Stored dataset items:
* * * *

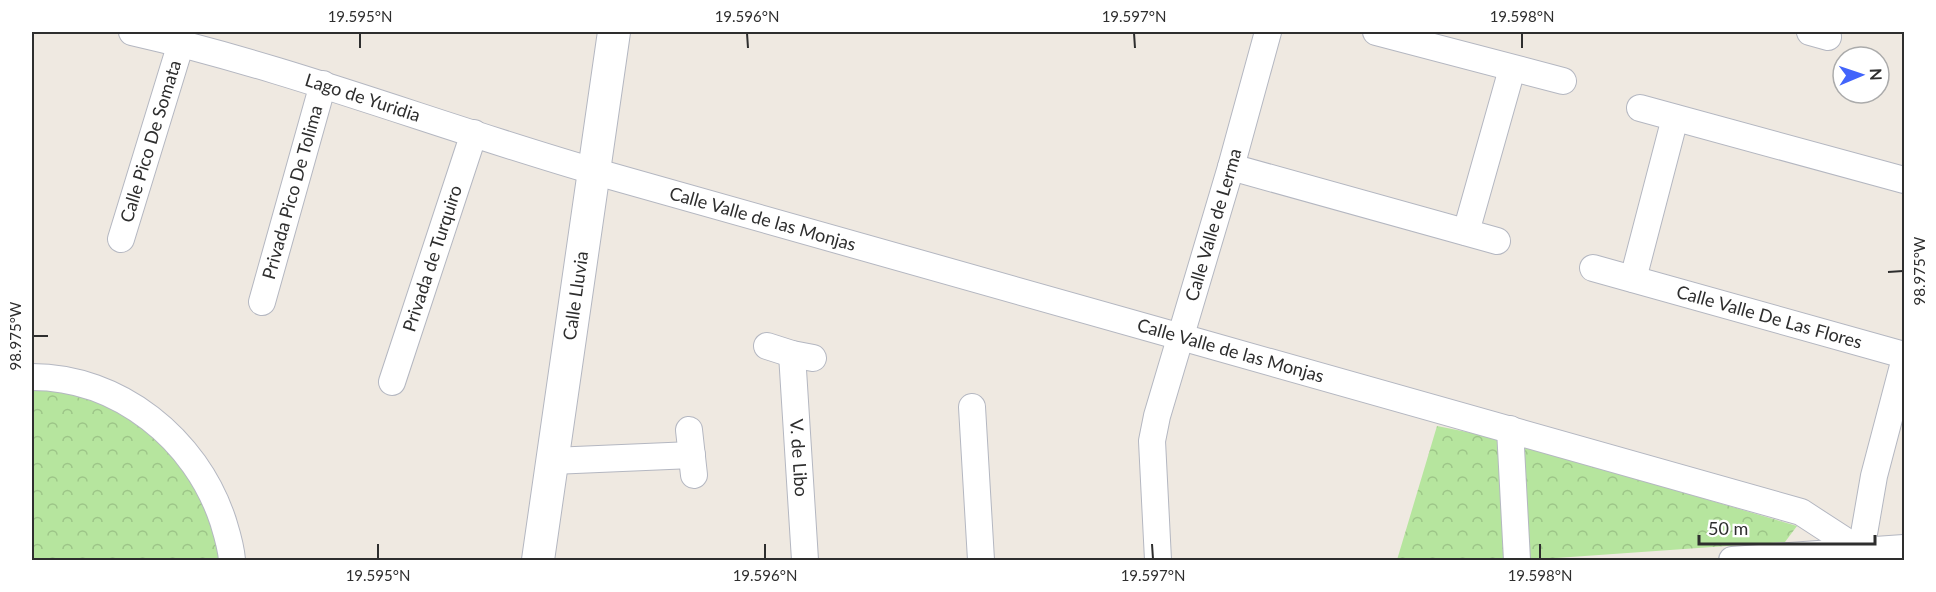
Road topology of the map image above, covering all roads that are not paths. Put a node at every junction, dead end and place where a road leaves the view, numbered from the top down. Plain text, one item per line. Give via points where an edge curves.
1 (132, 32) edge
2 (614, 32) edge
3 (1268, 32) edge
4 (1376, 32) edge
5 (181, 43) junction
6 (1512, 69) junction
7 (1563, 81) dead end
8 (323, 84) junction
9 (1640, 108) dead end
10 (1676, 118) junction
11 (474, 133) junction
12 (1231, 167) junction
13 (593, 171) junction
14 (1905, 180) edge
15 (1466, 232) junction
16 (121, 239) dead end
17 (1497, 241) dead end
18 (1593, 268) dead end
19 (1633, 279) junction
20 (262, 302) dead end
21 (1181, 336) junction
22 (766, 346) dead end
23 (1905, 355) edge
24 (1905, 362) edge
25 (32, 377) edge
26 (392, 382) dead end
27 (972, 407) dead end
28 (1510, 429) junction
29 (688, 430) dead end
30 (552, 462) junction
31 (1905, 548) edge
32 (1861, 556) edge
33 (232, 561) edge
34 (538, 561) edge
35 (806, 561) edge
36 (981, 561) edge
37 (1158, 561) edge
38 (1517, 561) edge
39 (1732, 561) edge

1 - 5 street, Lago de Yuridia
2 - 13 street, Calle Lluvia
3 - 12 street, Calle Valle de Lerma
4 - 6 street
5 - 8 street, Lago de Yuridia
5 - 16 street, Calle Pico De Somata
6 - 7 street
6 - 15 street
8 - 11 street, Lago de Yuridia
8 - 20 street, Privada Pico De Tolima
9 - 10 street
10 - 14 street
10 - 19 street
11 - 13 street, Lago de Yuridia
11 - 26 street, Privada de Turquiro
12 - 15 street
12 - 21 street, Calle Valle de Lerma
13 - 21 street, Calle Valle de las Monjas
13 - 30 street, Calle Lluvia
15 - 17 street
18 - 19 street, Calle Valle De Las Flores
19 - 23 street, Calle Valle De Las Flores
21 - 28 street, Calle Valle de las Monjas
21 - 37 street, Calle Valle de Lerma via 1152,441
22 - 35 street, V. de Libo via 802,356
24 - 32 street via 1874,476
25 - 33 street via 52,377 103,390 149,416 187,452 215,496
27 - 36 street
28 - 32 street, Calle Valle de las Monjas via 1801,512
28 - 38 street
29 - 30 street via 693,465
30 - 34 street, Calle Lluvia
31 - 32 street
32 - 39 street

* * * *

**TASK STATEMENT**
Above are the records; repeat them exactly, omitting every picture.

**WRITTEN RESPONSE**
Road topology of the map image above, covering all roads that are not paths. Put a node at every junction, dead end and place where a road leaves the view, numbered from the top down. Plain text, one item per line. Give via points where an edge curves.
1 (132, 32) edge
2 (614, 32) edge
3 (1268, 32) edge
4 (1376, 32) edge
5 (181, 43) junction
6 (1512, 69) junction
7 (1563, 81) dead end
8 (323, 84) junction
9 (1640, 108) dead end
10 (1676, 118) junction
11 (474, 133) junction
12 (1231, 167) junction
13 (593, 171) junction
14 (1905, 180) edge
15 (1466, 232) junction
16 (121, 239) dead end
17 (1497, 241) dead end
18 (1593, 268) dead end
19 (1633, 279) junction
20 (262, 302) dead end
21 (1181, 336) junction
22 (766, 346) dead end
23 (1905, 355) edge
24 (1905, 362) edge
25 (32, 377) edge
26 (392, 382) dead end
27 (972, 407) dead end
28 (1510, 429) junction
29 (688, 430) dead end
30 (552, 462) junction
31 (1905, 548) edge
32 (1861, 556) edge
33 (232, 561) edge
34 (538, 561) edge
35 (806, 561) edge
36 (981, 561) edge
37 (1158, 561) edge
38 (1517, 561) edge
39 (1732, 561) edge

1 - 5 street, Lago de Yuridia
2 - 13 street, Calle Lluvia
3 - 12 street, Calle Valle de Lerma
4 - 6 street
5 - 8 street, Lago de Yuridia
5 - 16 street, Calle Pico De Somata
6 - 7 street
6 - 15 street
8 - 11 street, Lago de Yuridia
8 - 20 street, Privada Pico De Tolima
9 - 10 street
10 - 14 street
10 - 19 street
11 - 13 street, Lago de Yuridia
11 - 26 street, Privada de Turquiro
12 - 15 street
12 - 21 street, Calle Valle de Lerma
13 - 21 street, Calle Valle de las Monjas
13 - 30 street, Calle Lluvia
15 - 17 street
18 - 19 street, Calle Valle De Las Flores
19 - 23 street, Calle Valle De Las Flores
21 - 28 street, Calle Valle de las Monjas
21 - 37 street, Calle Valle de Lerma via 1152,441
22 - 35 street, V. de Libo via 802,356
24 - 32 street via 1874,476
25 - 33 street via 52,377 103,390 149,416 187,452 215,496
27 - 36 street
28 - 32 street, Calle Valle de las Monjas via 1801,512
28 - 38 street
29 - 30 street via 693,465
30 - 34 street, Calle Lluvia
31 - 32 street
32 - 39 street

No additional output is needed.